__REQUIRED WORK__
Your reply should be made up of every line in the records below that holds the string "Afonso".

__EXCERPTED DATA__
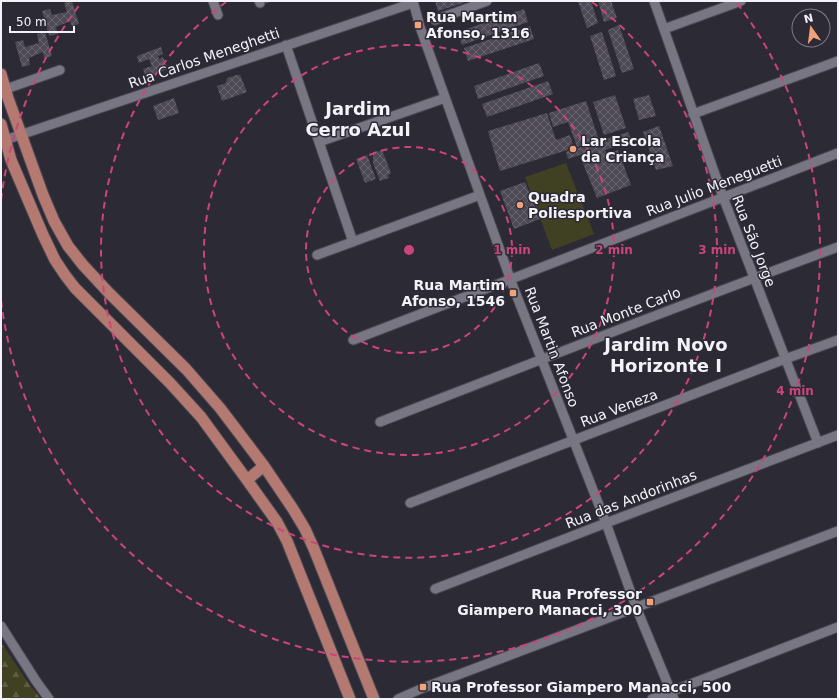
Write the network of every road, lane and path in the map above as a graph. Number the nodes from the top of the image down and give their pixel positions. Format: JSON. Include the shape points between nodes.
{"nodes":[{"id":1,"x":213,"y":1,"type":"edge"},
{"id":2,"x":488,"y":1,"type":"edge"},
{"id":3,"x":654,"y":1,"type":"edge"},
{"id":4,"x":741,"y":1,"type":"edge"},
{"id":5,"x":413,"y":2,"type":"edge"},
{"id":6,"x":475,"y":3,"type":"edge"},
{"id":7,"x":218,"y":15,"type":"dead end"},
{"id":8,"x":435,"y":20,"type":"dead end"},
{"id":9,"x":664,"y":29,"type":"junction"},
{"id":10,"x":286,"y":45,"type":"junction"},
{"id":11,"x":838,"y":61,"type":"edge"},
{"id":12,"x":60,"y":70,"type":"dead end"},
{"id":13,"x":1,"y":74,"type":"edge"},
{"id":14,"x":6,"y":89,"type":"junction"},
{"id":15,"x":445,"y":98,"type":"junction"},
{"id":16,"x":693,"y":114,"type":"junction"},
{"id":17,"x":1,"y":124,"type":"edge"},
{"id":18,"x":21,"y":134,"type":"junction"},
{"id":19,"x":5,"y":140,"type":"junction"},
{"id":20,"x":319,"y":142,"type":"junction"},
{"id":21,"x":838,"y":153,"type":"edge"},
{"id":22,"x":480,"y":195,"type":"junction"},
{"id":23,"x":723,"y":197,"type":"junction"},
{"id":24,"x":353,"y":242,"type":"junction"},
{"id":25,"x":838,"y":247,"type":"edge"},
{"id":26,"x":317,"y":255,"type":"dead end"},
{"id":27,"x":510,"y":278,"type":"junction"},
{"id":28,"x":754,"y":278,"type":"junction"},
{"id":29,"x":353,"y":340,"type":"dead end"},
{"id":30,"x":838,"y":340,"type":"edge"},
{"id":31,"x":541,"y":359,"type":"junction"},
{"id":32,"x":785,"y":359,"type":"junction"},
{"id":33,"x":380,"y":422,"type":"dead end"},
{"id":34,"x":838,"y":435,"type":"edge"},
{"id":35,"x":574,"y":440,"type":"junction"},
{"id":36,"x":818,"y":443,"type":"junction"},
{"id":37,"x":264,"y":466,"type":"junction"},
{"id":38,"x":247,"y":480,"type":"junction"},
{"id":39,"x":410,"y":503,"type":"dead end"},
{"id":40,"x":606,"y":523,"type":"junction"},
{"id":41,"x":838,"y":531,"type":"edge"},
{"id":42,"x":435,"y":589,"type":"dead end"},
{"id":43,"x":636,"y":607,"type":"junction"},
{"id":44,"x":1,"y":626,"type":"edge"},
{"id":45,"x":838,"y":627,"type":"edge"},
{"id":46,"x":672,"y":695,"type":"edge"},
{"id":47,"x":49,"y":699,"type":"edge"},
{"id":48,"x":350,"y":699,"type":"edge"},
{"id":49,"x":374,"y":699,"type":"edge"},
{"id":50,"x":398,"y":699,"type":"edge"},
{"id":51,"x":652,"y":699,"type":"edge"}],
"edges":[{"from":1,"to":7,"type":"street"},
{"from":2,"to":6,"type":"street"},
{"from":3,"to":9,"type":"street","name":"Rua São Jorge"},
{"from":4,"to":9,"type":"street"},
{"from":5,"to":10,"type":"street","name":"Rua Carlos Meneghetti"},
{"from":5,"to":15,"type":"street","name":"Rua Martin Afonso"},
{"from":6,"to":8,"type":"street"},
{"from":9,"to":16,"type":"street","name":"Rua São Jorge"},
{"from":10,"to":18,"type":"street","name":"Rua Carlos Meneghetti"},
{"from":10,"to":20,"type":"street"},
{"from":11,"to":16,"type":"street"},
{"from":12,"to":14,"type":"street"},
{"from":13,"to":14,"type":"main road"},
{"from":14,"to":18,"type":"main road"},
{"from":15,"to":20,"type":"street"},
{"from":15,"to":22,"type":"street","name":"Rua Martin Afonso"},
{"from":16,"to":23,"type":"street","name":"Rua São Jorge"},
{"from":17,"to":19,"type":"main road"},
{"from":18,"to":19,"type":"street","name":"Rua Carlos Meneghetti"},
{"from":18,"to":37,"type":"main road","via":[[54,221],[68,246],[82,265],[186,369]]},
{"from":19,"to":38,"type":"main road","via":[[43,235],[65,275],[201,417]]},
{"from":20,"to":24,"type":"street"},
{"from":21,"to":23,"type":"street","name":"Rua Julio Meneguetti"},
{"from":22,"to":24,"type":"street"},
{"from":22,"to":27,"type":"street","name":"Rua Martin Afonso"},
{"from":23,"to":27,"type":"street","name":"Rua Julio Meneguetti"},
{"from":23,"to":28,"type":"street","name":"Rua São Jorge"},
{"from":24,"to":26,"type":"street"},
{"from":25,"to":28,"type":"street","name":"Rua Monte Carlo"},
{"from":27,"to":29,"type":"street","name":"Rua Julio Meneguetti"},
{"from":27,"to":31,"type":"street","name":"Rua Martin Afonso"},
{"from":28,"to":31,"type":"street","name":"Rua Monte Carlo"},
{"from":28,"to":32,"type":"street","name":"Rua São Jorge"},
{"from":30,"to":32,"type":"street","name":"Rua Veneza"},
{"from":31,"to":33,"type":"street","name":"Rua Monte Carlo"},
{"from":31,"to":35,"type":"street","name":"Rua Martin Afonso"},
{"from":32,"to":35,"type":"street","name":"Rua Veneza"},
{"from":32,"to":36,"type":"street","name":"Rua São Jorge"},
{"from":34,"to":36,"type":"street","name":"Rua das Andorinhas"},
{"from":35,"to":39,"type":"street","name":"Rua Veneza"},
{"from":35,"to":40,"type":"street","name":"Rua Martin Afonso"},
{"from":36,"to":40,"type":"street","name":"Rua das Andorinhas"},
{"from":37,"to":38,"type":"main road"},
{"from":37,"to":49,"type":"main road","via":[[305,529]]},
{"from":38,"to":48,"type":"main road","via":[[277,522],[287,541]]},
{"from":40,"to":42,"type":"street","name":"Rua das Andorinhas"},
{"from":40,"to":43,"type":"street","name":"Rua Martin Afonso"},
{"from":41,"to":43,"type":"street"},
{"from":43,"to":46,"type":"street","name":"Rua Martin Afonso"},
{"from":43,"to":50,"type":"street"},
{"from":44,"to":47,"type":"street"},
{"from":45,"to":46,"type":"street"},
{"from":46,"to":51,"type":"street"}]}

--

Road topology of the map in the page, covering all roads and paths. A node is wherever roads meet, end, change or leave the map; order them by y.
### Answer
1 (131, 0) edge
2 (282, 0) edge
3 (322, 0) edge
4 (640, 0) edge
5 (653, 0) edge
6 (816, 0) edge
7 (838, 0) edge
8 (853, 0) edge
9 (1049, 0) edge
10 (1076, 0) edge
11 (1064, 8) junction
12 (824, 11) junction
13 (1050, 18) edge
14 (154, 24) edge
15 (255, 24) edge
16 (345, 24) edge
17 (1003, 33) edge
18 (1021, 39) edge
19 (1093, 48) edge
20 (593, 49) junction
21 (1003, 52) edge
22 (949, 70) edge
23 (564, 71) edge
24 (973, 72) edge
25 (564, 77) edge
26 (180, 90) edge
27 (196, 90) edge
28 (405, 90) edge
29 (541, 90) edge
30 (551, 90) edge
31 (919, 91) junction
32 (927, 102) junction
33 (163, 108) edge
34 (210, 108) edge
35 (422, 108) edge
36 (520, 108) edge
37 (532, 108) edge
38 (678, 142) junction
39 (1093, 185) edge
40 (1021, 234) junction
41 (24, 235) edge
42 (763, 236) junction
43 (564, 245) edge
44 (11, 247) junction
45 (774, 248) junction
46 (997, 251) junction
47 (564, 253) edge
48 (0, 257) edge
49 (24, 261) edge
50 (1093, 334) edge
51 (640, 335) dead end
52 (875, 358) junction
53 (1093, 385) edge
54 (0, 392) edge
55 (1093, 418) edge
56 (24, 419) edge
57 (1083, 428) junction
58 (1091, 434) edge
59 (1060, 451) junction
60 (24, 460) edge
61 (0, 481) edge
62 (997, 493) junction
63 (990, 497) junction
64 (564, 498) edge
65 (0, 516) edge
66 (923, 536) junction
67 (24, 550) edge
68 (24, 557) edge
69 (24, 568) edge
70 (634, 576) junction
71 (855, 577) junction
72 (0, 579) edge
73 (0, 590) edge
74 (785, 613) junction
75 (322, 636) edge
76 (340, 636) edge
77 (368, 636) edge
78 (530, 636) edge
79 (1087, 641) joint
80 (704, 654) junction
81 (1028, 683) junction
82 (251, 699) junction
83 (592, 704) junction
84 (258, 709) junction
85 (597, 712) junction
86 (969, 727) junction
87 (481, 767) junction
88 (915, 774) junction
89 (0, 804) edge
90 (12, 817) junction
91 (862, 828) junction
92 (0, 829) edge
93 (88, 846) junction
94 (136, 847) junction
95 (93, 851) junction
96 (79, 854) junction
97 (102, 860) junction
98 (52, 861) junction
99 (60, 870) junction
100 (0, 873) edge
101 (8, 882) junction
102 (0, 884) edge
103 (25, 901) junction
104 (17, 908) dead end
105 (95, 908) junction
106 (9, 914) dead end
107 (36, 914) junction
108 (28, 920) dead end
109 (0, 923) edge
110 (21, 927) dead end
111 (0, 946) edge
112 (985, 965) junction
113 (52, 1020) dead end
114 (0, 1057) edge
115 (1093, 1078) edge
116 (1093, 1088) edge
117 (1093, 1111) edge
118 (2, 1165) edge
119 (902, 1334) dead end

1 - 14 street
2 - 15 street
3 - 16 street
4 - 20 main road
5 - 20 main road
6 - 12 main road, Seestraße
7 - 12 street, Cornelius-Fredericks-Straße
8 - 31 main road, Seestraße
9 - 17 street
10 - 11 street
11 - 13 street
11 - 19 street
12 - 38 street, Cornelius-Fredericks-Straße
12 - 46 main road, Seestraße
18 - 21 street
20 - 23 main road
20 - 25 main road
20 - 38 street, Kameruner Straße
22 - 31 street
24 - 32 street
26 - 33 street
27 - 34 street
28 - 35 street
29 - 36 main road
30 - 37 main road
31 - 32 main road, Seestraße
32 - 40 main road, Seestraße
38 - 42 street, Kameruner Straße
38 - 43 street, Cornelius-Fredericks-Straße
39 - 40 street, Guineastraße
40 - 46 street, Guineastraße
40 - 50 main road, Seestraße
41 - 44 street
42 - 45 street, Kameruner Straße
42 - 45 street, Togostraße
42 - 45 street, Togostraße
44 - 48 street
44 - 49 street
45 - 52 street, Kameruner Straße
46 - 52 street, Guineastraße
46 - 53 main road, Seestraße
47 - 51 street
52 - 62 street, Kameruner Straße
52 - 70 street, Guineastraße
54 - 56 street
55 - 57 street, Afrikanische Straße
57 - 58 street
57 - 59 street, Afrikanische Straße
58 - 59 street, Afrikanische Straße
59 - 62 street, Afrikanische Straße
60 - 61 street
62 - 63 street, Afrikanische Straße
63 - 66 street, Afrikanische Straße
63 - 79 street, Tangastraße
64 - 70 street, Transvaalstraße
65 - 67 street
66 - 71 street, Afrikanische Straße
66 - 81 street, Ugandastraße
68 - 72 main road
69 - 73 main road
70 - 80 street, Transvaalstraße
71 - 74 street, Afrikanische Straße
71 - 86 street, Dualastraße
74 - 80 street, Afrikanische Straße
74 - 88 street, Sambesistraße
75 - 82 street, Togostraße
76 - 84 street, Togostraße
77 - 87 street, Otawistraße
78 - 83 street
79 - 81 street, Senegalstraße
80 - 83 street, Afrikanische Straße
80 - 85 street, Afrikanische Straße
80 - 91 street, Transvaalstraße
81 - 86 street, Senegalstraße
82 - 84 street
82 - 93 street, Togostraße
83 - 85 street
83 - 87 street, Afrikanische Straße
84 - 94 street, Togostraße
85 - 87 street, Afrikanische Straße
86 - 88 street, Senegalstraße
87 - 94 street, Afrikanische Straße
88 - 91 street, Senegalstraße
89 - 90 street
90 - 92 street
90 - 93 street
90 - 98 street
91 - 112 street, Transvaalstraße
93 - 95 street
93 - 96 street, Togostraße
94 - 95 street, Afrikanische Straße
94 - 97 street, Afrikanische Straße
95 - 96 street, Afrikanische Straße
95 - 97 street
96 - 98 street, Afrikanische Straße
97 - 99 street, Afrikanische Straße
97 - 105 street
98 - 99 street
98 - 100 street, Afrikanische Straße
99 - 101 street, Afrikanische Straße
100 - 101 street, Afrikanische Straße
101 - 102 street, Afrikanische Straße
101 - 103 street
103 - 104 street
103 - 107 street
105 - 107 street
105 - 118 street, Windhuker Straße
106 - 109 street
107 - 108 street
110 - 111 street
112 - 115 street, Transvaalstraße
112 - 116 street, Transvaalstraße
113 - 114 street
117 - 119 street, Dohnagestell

__TASK RESULT__
{"from":5,"to":15,"type":"street","name":"Rua Martin Afonso"},
{"from":15,"to":22,"type":"street","name":"Rua Martin Afonso"},
{"from":22,"to":27,"type":"street","name":"Rua Martin Afonso"},
{"from":27,"to":31,"type":"street","name":"Rua Martin Afonso"},
{"from":31,"to":35,"type":"street","name":"Rua Martin Afonso"},
{"from":35,"to":40,"type":"street","name":"Rua Martin Afonso"},
{"from":40,"to":43,"type":"street","name":"Rua Martin Afonso"},
{"from":43,"to":46,"type":"street","name":"Rua Martin Afonso"},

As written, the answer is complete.